O primeiro-ministro só regressou na noite de terça-feira, chegando num voo comercial, enquanto o mundo aguardava a decisão de Trump sobre se iria levar a cabo as ameaças de enviar o Irão para a “Idade da Pedra”.
Ele então deixou o aeroporto de Stansted pouco depois das 8h desta manhã, embarcando em uma missão diplomática de três dias à Arábia Saudita e outros parceiros do Golfo.
A viagem de semanas só foi confirmada depois que Trump anunciou a trégua nas redes sociais, pouco antes da meia-noite de terça-feira.

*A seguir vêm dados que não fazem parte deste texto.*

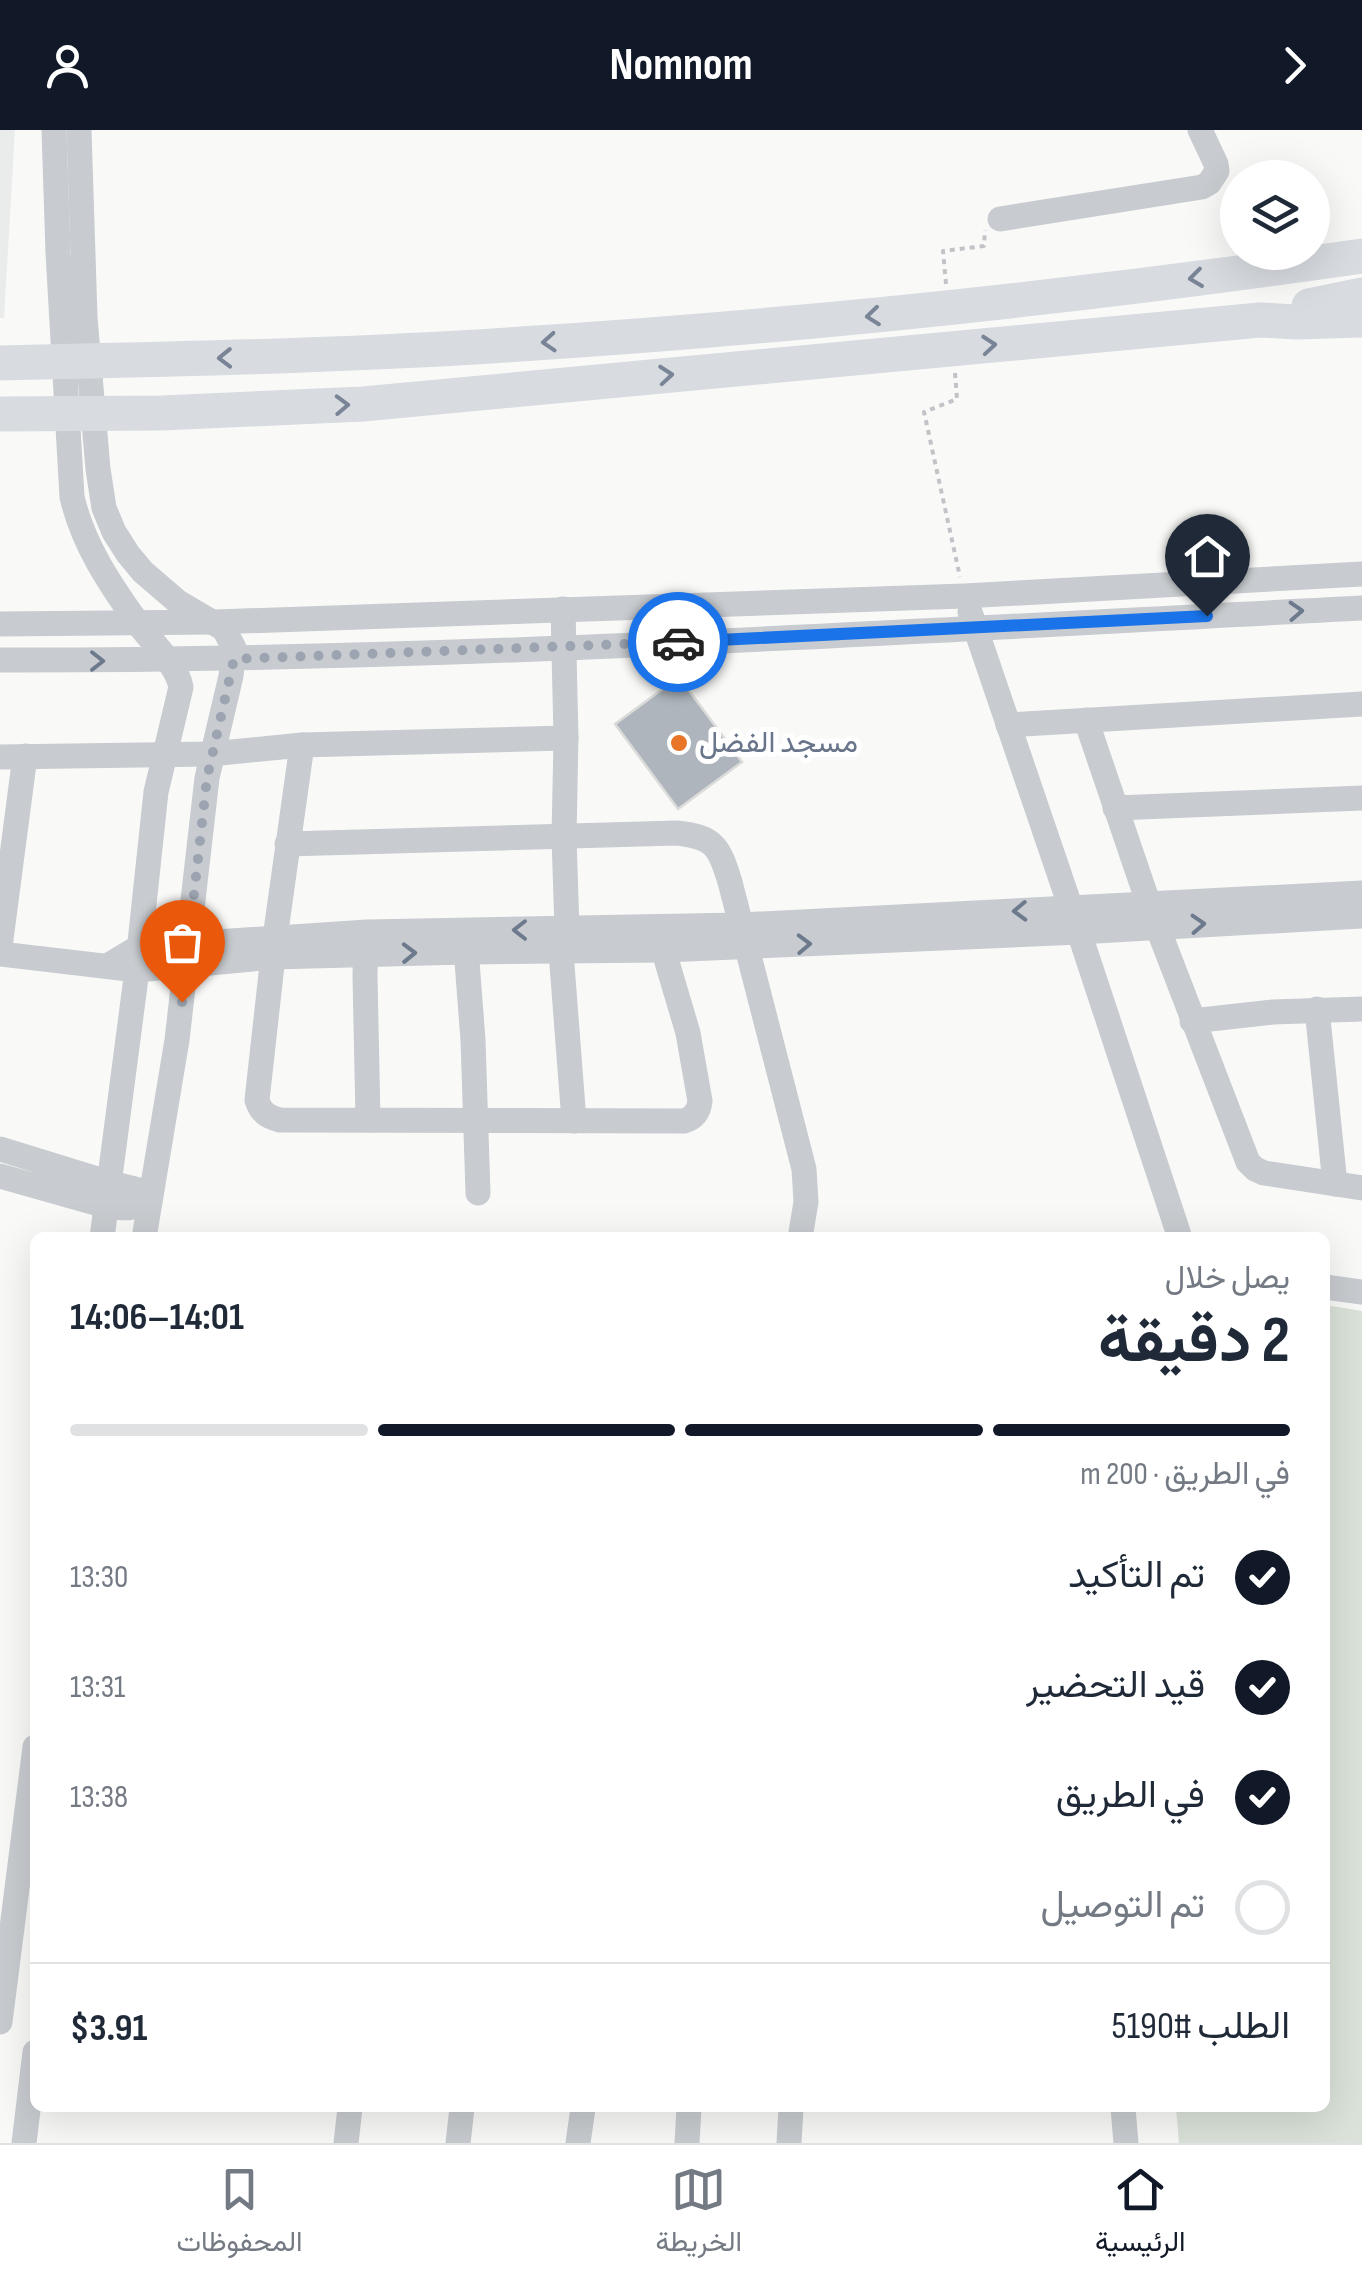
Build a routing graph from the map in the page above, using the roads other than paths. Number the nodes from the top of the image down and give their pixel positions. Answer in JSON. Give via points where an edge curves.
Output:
{"nodes":[{"id":1,"x":54,"y":130,"type":"edge"},
{"id":2,"x":79,"y":130,"type":"edge"},
{"id":3,"x":1200,"y":130,"type":"edge"},
{"id":4,"x":1000,"y":219,"type":"dead end"},
{"id":5,"x":1362,"y":256,"type":"edge"},
{"id":6,"x":1362,"y":295,"type":"edge"},
{"id":7,"x":74,"y":318,"type":"junction"},
{"id":8,"x":1260,"y":320,"type":"junction"},
{"id":9,"x":1362,"y":320,"type":"edge"},
{"id":10,"x":0,"y":363,"type":"edge"},
{"id":11,"x":0,"y":414,"type":"edge"},
{"id":12,"x":1362,"y":574,"type":"edge"},
{"id":13,"x":964,"y":596,"type":"junction"},
{"id":14,"x":1362,"y":608,"type":"edge"},
{"id":15,"x":564,"y":609,"type":"junction"},
{"id":16,"x":137,"y":622,"type":"junction"},
{"id":17,"x":215,"y":622,"type":"junction"},
{"id":18,"x":0,"y":624,"type":"edge"},
{"id":19,"x":975,"y":627,"type":"junction"},
{"id":20,"x":565,"y":647,"type":"junction"},
{"id":21,"x":234,"y":659,"type":"junction"},
{"id":22,"x":0,"y":660,"type":"edge"},
{"id":23,"x":168,"y":661,"type":"junction"},
{"id":24,"x":1362,"y":704,"type":"edge"},
{"id":25,"x":1086,"y":720,"type":"junction"},
{"id":26,"x":1008,"y":725,"type":"junction"},
{"id":27,"x":566,"y":738,"type":"junction"},
{"id":28,"x":302,"y":745,"type":"junction"},
{"id":29,"x":211,"y":754,"type":"junction"},
{"id":30,"x":163,"y":755,"type":"junction"},
{"id":31,"x":12,"y":756,"type":"edge"},
{"id":32,"x":1362,"y":798,"type":"edge"},
{"id":33,"x":1115,"y":808,"type":"junction"},
{"id":34,"x":564,"y":837,"type":"junction"},
{"id":35,"x":288,"y":844,"type":"junction"},
{"id":36,"x":1362,"y":893,"type":"edge"},
{"id":37,"x":1153,"y":916,"type":"junction"},
{"id":38,"x":1362,"y":916,"type":"edge"},
{"id":39,"x":1076,"y":921,"type":"junction"},
{"id":40,"x":743,"y":935,"type":"junction"},
{"id":41,"x":661,"y":939,"type":"junction"},
{"id":42,"x":465,"y":941,"type":"junction"},
{"id":43,"x":564,"y":941,"type":"junction"},
{"id":44,"x":366,"y":943,"type":"junction"},
{"id":45,"x":274,"y":948,"type":"junction"},
{"id":46,"x":0,"y":950,"type":"edge"},
{"id":47,"x":187,"y":954,"type":"junction"},
{"id":48,"x":138,"y":958,"type":"junction"},
{"id":49,"x":1362,"y":1009,"type":"edge"},
{"id":50,"x":1317,"y":1010,"type":"junction"},
{"id":51,"x":1192,"y":1021,"type":"junction"},
{"id":52,"x":368,"y":1120,"type":"junction"},
{"id":53,"x":476,"y":1122,"type":"junction"},
{"id":54,"x":574,"y":1122,"type":"junction"},
{"id":55,"x":0,"y":1150,"type":"edge"},
{"id":56,"x":0,"y":1176,"type":"edge"},
{"id":57,"x":1335,"y":1184,"type":"junction"},
{"id":58,"x":1362,"y":1188,"type":"edge"},
{"id":59,"x":151,"y":1192,"type":"junction"},
{"id":60,"x":478,"y":1193,"type":"dead end"},
{"id":61,"x":108,"y":1194,"type":"junction"},
{"id":62,"x":103,"y":1232,"type":"edge"},
{"id":63,"x":145,"y":1232,"type":"edge"},
{"id":64,"x":801,"y":1232,"type":"edge"},
{"id":65,"x":1178,"y":1232,"type":"edge"},
{"id":66,"x":1330,"y":1289,"type":"edge"},
{"id":67,"x":1362,"y":1292,"type":"edge"},
{"id":68,"x":30,"y":1819,"type":"edge"},
{"id":69,"x":26,"y":1877,"type":"edge"},
{"id":70,"x":0,"y":2022,"type":"edge"},
{"id":71,"x":30,"y":2093,"type":"edge"},
{"id":72,"x":350,"y":2112,"type":"edge"},
{"id":73,"x":462,"y":2112,"type":"edge"},
{"id":74,"x":583,"y":2112,"type":"edge"},
{"id":75,"x":689,"y":2112,"type":"edge"},
{"id":76,"x":791,"y":2112,"type":"edge"},
{"id":77,"x":1123,"y":2112,"type":"edge"},
{"id":78,"x":24,"y":2143,"type":"edge"},
{"id":79,"x":346,"y":2143,"type":"edge"},
{"id":80,"x":458,"y":2143,"type":"edge"},
{"id":81,"x":578,"y":2143,"type":"edge"},
{"id":82,"x":687,"y":2143,"type":"edge"},
{"id":83,"x":789,"y":2143,"type":"edge"},
{"id":84,"x":1126,"y":2143,"type":"edge"}],
"edges":[{"from":1,"to":7,"type":"street"},
{"from":2,"to":7,"type":"street"},
{"from":3,"to":4,"type":"street","via":[[1216,164],[1209,183]]},
{"from":5,"to":10,"type":"highway","one_way":true,"via":[[804,323],[293,356]]},
{"from":6,"to":8,"type":"highway"},
{"from":7,"to":16,"type":"street","via":[[72,497],[90,550]]},
{"from":7,"to":17,"type":"street","via":[[104,508],[114,532],[160,588]]},
{"from":8,"to":9,"type":"highway"},
{"from":11,"to":8,"type":"highway","one_way":true,"via":[[363,404]]},
{"from":12,"to":13,"type":"street"},
{"from":13,"to":15,"type":"street"},
{"from":13,"to":19,"type":"street"},
{"from":19,"to":14,"type":"street","one_way":true},
{"from":15,"to":17,"type":"street"},
{"from":15,"to":20,"type":"street"},
{"from":16,"to":17,"type":"street"},
{"from":16,"to":18,"type":"street"},
{"from":16,"to":23,"type":"street"},
{"from":17,"to":21,"type":"street","via":[[230,638]]},
{"from":19,"to":20,"type":"street"},
{"from":19,"to":26,"type":"street"},
{"from":20,"to":21,"type":"street"},
{"from":20,"to":27,"type":"street"},
{"from":21,"to":23,"type":"street"},
{"from":21,"to":29,"type":"street"},
{"from":22,"to":23,"type":"street","one_way":true},
{"from":23,"to":30,"type":"street","via":[[181,687]]},
{"from":24,"to":25,"type":"street"},
{"from":25,"to":26,"type":"street"},
{"from":25,"to":33,"type":"street"},
{"from":26,"to":39,"type":"street"},
{"from":27,"to":28,"type":"street"},
{"from":27,"to":34,"type":"street"},
{"from":28,"to":29,"type":"street"},
{"from":28,"to":35,"type":"street"},
{"from":29,"to":30,"type":"street"},
{"from":29,"to":47,"type":"street"},
{"from":30,"to":31,"type":"street"},
{"from":30,"to":48,"type":"street"},
{"from":31,"to":46,"type":"street"},
{"from":32,"to":33,"type":"street"},
{"from":33,"to":37,"type":"street"},
{"from":34,"to":35,"type":"street"},
{"from":34,"to":40,"type":"street","via":[[677,833],[706,839],[719,850]]},
{"from":34,"to":43,"type":"street"},
{"from":35,"to":45,"type":"street"},
{"from":36,"to":37,"type":"street"},
{"from":37,"to":38,"type":"street","one_way":true},
{"from":37,"to":39,"type":"street"},
{"from":37,"to":51,"type":"street"},
{"from":39,"to":40,"type":"street"},
{"from":39,"to":65,"type":"street"},
{"from":40,"to":41,"type":"street"},
{"from":40,"to":64,"type":"street","via":[[804,1168]]},
{"from":41,"to":43,"type":"street"},
{"from":41,"to":54,"type":"street","via":[[688,1033],[698,1111],[684,1121]]},
{"from":42,"to":43,"type":"street"},
{"from":42,"to":44,"type":"street"},
{"from":42,"to":53,"type":"street"},
{"from":43,"to":54,"type":"street"},
{"from":44,"to":45,"type":"street"},
{"from":44,"to":52,"type":"street"},
{"from":45,"to":47,"type":"street"},
{"from":45,"to":52,"type":"street","via":[[259,1107],[280,1120]]},
{"from":46,"to":48,"type":"street","via":[[108,965]]},
{"from":47,"to":48,"type":"street"},
{"from":47,"to":59,"type":"street"},
{"from":48,"to":61,"type":"street"},
{"from":49,"to":50,"type":"street"},
{"from":50,"to":51,"type":"street"},
{"from":50,"to":57,"type":"street"},
{"from":51,"to":57,"type":"street","via":[[1248,1162],[1264,1173]]},
{"from":52,"to":53,"type":"street"},
{"from":53,"to":54,"type":"street"},
{"from":53,"to":60,"type":"street"},
{"from":55,"to":61,"type":"street"},
{"from":56,"to":61,"type":"street"},
{"from":57,"to":58,"type":"street"},
{"from":59,"to":61,"type":"street","via":[[132,1208]]},
{"from":59,"to":63,"type":"street"},
{"from":61,"to":62,"type":"street"},
{"from":66,"to":67,"type":"street"},
{"from":68,"to":69,"type":"street"},
{"from":69,"to":70,"type":"street"},
{"from":71,"to":78,"type":"street"},
{"from":72,"to":79,"type":"street"},
{"from":73,"to":80,"type":"street"},
{"from":74,"to":81,"type":"street"},
{"from":75,"to":82,"type":"street"},
{"from":76,"to":83,"type":"street"},
{"from":77,"to":84,"type":"street"}]}
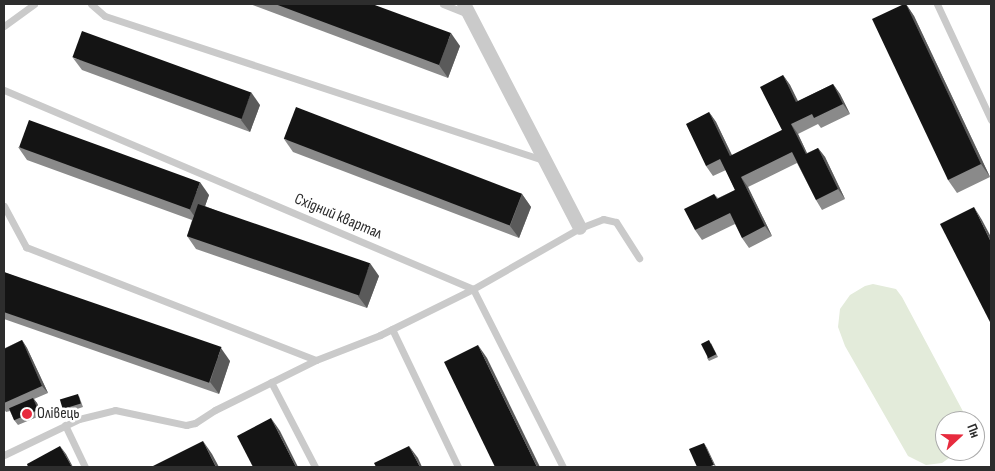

O primeiro-ministro já criticou seu antecessor Boris Johnson e o ex-secretário de Relações Exteriores Dominic Raab por tirarem uma folga em 2021, quando o Afeganistão caiu nas mãos do Taleban.
Na época, ele alegou que a dupla falhou na liderança e demonstrou falta de julgamento e complacência ao lidar com a situação.
Ele disse na época: “Você não pode coordenar uma resposta internacional a partir da praia.
“Eu não ficaria de férias até a queda de Cabul.”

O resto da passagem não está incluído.